## WORK INSTRUCTION
Could you reproduce every record below exactly as written?
THE DATA Start Marker
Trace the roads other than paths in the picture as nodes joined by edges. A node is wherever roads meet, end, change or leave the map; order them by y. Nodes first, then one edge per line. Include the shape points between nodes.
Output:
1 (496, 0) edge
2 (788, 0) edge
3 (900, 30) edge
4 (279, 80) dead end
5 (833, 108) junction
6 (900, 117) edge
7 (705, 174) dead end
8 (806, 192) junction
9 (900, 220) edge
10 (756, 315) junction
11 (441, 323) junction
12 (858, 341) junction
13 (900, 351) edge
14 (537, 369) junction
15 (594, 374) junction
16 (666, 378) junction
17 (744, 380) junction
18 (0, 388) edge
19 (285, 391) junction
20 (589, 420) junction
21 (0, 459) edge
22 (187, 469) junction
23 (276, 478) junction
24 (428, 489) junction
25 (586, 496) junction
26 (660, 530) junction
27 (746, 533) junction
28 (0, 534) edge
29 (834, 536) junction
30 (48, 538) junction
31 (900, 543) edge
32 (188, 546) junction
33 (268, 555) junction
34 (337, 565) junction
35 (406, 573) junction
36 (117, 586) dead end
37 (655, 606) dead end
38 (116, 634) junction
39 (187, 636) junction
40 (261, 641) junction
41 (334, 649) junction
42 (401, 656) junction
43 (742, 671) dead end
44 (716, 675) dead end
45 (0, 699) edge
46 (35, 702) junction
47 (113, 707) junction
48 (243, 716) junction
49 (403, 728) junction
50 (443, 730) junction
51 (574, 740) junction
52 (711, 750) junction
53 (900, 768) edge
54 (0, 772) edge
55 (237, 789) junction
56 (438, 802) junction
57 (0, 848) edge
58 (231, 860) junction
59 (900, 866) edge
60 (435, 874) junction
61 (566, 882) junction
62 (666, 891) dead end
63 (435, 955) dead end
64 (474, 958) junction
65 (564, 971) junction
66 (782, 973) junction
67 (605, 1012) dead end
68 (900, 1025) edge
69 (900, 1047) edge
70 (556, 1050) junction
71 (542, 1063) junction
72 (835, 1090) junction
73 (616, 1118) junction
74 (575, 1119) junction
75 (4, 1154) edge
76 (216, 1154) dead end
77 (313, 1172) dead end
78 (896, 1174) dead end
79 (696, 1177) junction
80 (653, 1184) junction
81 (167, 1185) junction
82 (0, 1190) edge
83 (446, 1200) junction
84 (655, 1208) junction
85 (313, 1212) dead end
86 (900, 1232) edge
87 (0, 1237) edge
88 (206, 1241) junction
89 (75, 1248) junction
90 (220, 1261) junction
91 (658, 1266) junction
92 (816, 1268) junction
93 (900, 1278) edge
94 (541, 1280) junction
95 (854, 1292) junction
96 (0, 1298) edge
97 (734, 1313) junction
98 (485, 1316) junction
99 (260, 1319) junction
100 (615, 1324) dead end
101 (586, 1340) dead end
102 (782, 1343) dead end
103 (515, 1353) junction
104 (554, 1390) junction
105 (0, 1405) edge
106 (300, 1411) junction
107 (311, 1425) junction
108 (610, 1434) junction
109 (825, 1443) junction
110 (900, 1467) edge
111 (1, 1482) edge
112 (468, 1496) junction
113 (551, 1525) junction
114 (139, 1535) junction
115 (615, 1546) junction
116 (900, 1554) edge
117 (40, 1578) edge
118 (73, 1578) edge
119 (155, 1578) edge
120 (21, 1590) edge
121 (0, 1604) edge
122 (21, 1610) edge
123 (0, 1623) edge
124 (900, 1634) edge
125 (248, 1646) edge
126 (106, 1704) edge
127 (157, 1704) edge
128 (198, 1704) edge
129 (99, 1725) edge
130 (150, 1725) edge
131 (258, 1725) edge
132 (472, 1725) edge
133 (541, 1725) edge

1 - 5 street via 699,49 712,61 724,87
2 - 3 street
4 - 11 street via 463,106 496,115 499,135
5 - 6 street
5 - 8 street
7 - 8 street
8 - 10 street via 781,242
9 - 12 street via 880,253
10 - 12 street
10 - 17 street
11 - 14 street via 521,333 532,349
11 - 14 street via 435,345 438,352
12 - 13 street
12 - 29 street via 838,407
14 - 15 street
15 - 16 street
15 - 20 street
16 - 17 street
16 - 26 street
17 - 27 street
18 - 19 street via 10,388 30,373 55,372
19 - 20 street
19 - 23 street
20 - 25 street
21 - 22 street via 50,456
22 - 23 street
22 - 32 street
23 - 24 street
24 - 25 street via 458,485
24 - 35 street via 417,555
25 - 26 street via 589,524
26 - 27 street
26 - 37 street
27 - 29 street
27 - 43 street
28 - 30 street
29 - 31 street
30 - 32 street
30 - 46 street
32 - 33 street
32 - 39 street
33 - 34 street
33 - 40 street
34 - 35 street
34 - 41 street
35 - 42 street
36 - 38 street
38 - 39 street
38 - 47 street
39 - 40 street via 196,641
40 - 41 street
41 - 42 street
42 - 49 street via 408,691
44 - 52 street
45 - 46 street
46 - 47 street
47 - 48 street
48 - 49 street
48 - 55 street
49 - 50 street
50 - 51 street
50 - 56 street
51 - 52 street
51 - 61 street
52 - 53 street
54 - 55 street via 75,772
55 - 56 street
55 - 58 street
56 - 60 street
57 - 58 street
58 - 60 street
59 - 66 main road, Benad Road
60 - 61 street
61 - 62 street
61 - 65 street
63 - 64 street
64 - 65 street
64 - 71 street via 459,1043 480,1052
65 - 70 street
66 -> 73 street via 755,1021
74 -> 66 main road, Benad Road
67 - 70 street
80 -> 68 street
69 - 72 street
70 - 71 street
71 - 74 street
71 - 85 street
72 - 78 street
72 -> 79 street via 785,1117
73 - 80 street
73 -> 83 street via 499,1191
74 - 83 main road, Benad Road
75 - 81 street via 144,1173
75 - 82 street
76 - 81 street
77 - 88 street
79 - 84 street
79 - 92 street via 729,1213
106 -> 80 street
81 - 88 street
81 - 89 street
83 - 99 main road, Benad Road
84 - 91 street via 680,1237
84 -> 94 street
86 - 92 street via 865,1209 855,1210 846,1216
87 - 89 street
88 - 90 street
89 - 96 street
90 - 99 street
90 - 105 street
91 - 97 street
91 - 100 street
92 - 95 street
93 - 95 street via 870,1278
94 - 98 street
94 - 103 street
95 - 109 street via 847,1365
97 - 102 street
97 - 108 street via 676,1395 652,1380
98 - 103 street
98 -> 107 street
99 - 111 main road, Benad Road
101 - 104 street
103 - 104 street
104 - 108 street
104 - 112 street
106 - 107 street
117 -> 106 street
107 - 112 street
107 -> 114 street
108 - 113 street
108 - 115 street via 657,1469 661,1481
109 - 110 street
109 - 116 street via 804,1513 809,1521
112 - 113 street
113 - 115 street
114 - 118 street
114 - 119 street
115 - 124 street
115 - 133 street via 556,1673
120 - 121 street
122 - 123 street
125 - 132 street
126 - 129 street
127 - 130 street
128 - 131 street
THE DATA End Marker
## EXERCISE ANSWER
Trace the roads other than paths in the picture as nodes joined by edges. A node is wherever roads meet, end, change or leave the map; order them by y. Nodes first, then one edge per line. Include the shape points between nodes.
Output:
1 (496, 0) edge
2 (788, 0) edge
3 (900, 30) edge
4 (279, 80) dead end
5 (833, 108) junction
6 (900, 117) edge
7 (705, 174) dead end
8 (806, 192) junction
9 (900, 220) edge
10 (756, 315) junction
11 (441, 323) junction
12 (858, 341) junction
13 (900, 351) edge
14 (537, 369) junction
15 (594, 374) junction
16 (666, 378) junction
17 (744, 380) junction
18 (0, 388) edge
19 (285, 391) junction
20 (589, 420) junction
21 (0, 459) edge
22 (187, 469) junction
23 (276, 478) junction
24 (428, 489) junction
25 (586, 496) junction
26 (660, 530) junction
27 (746, 533) junction
28 (0, 534) edge
29 (834, 536) junction
30 (48, 538) junction
31 (900, 543) edge
32 (188, 546) junction
33 (268, 555) junction
34 (337, 565) junction
35 (406, 573) junction
36 (117, 586) dead end
37 (655, 606) dead end
38 (116, 634) junction
39 (187, 636) junction
40 (261, 641) junction
41 (334, 649) junction
42 (401, 656) junction
43 (742, 671) dead end
44 (716, 675) dead end
45 (0, 699) edge
46 (35, 702) junction
47 (113, 707) junction
48 (243, 716) junction
49 (403, 728) junction
50 (443, 730) junction
51 (574, 740) junction
52 (711, 750) junction
53 (900, 768) edge
54 (0, 772) edge
55 (237, 789) junction
56 (438, 802) junction
57 (0, 848) edge
58 (231, 860) junction
59 (900, 866) edge
60 (435, 874) junction
61 (566, 882) junction
62 (666, 891) dead end
63 (435, 955) dead end
64 (474, 958) junction
65 (564, 971) junction
66 (782, 973) junction
67 (605, 1012) dead end
68 (900, 1025) edge
69 (900, 1047) edge
70 (556, 1050) junction
71 (542, 1063) junction
72 (835, 1090) junction
73 (616, 1118) junction
74 (575, 1119) junction
75 (4, 1154) edge
76 (216, 1154) dead end
77 (313, 1172) dead end
78 (896, 1174) dead end
79 (696, 1177) junction
80 (653, 1184) junction
81 (167, 1185) junction
82 (0, 1190) edge
83 (446, 1200) junction
84 (655, 1208) junction
85 (313, 1212) dead end
86 (900, 1232) edge
87 (0, 1237) edge
88 (206, 1241) junction
89 (75, 1248) junction
90 (220, 1261) junction
91 (658, 1266) junction
92 (816, 1268) junction
93 (900, 1278) edge
94 (541, 1280) junction
95 (854, 1292) junction
96 (0, 1298) edge
97 (734, 1313) junction
98 (485, 1316) junction
99 (260, 1319) junction
100 (615, 1324) dead end
101 (586, 1340) dead end
102 (782, 1343) dead end
103 (515, 1353) junction
104 (554, 1390) junction
105 (0, 1405) edge
106 (300, 1411) junction
107 (311, 1425) junction
108 (610, 1434) junction
109 (825, 1443) junction
110 (900, 1467) edge
111 (1, 1482) edge
112 (468, 1496) junction
113 (551, 1525) junction
114 (139, 1535) junction
115 (615, 1546) junction
116 (900, 1554) edge
117 (40, 1578) edge
118 (73, 1578) edge
119 (155, 1578) edge
120 (21, 1590) edge
121 (0, 1604) edge
122 (21, 1610) edge
123 (0, 1623) edge
124 (900, 1634) edge
125 (248, 1646) edge
126 (106, 1704) edge
127 (157, 1704) edge
128 (198, 1704) edge
129 (99, 1725) edge
130 (150, 1725) edge
131 (258, 1725) edge
132 (472, 1725) edge
133 (541, 1725) edge

1 - 5 street via 699,49 712,61 724,87
2 - 3 street
4 - 11 street via 463,106 496,115 499,135
5 - 6 street
5 - 8 street
7 - 8 street
8 - 10 street via 781,242
9 - 12 street via 880,253
10 - 12 street
10 - 17 street
11 - 14 street via 521,333 532,349
11 - 14 street via 435,345 438,352
12 - 13 street
12 - 29 street via 838,407
14 - 15 street
15 - 16 street
15 - 20 street
16 - 17 street
16 - 26 street
17 - 27 street
18 - 19 street via 10,388 30,373 55,372
19 - 20 street
19 - 23 street
20 - 25 street
21 - 22 street via 50,456
22 - 23 street
22 - 32 street
23 - 24 street
24 - 25 street via 458,485
24 - 35 street via 417,555
25 - 26 street via 589,524
26 - 27 street
26 - 37 street
27 - 29 street
27 - 43 street
28 - 30 street
29 - 31 street
30 - 32 street
30 - 46 street
32 - 33 street
32 - 39 street
33 - 34 street
33 - 40 street
34 - 35 street
34 - 41 street
35 - 42 street
36 - 38 street
38 - 39 street
38 - 47 street
39 - 40 street via 196,641
40 - 41 street
41 - 42 street
42 - 49 street via 408,691
44 - 52 street
45 - 46 street
46 - 47 street
47 - 48 street
48 - 49 street
48 - 55 street
49 - 50 street
50 - 51 street
50 - 56 street
51 - 52 street
51 - 61 street
52 - 53 street
54 - 55 street via 75,772
55 - 56 street
55 - 58 street
56 - 60 street
57 - 58 street
58 - 60 street
59 - 66 main road, Benad Road
60 - 61 street
61 - 62 street
61 - 65 street
63 - 64 street
64 - 65 street
64 - 71 street via 459,1043 480,1052
65 - 70 street
66 -> 73 street via 755,1021
74 -> 66 main road, Benad Road
67 - 70 street
80 -> 68 street
69 - 72 street
70 - 71 street
71 - 74 street
71 - 85 street
72 - 78 street
72 -> 79 street via 785,1117
73 - 80 street
73 -> 83 street via 499,1191
74 - 83 main road, Benad Road
75 - 81 street via 144,1173
75 - 82 street
76 - 81 street
77 - 88 street
79 - 84 street
79 - 92 street via 729,1213
106 -> 80 street
81 - 88 street
81 - 89 street
83 - 99 main road, Benad Road
84 - 91 street via 680,1237
84 -> 94 street
86 - 92 street via 865,1209 855,1210 846,1216
87 - 89 street
88 - 90 street
89 - 96 street
90 - 99 street
90 - 105 street
91 - 97 street
91 - 100 street
92 - 95 street
93 - 95 street via 870,1278
94 - 98 street
94 - 103 street
95 - 109 street via 847,1365
97 - 102 street
97 - 108 street via 676,1395 652,1380
98 - 103 street
98 -> 107 street
99 - 111 main road, Benad Road
101 - 104 street
103 - 104 street
104 - 108 street
104 - 112 street
106 - 107 street
117 -> 106 street
107 - 112 street
107 -> 114 street
108 - 113 street
108 - 115 street via 657,1469 661,1481
109 - 110 street
109 - 116 street via 804,1513 809,1521
112 - 113 street
113 - 115 street
114 - 118 street
114 - 119 street
115 - 124 street
115 - 133 street via 556,1673
120 - 121 street
122 - 123 street
125 - 132 street
126 - 129 street
127 - 130 street
128 - 131 street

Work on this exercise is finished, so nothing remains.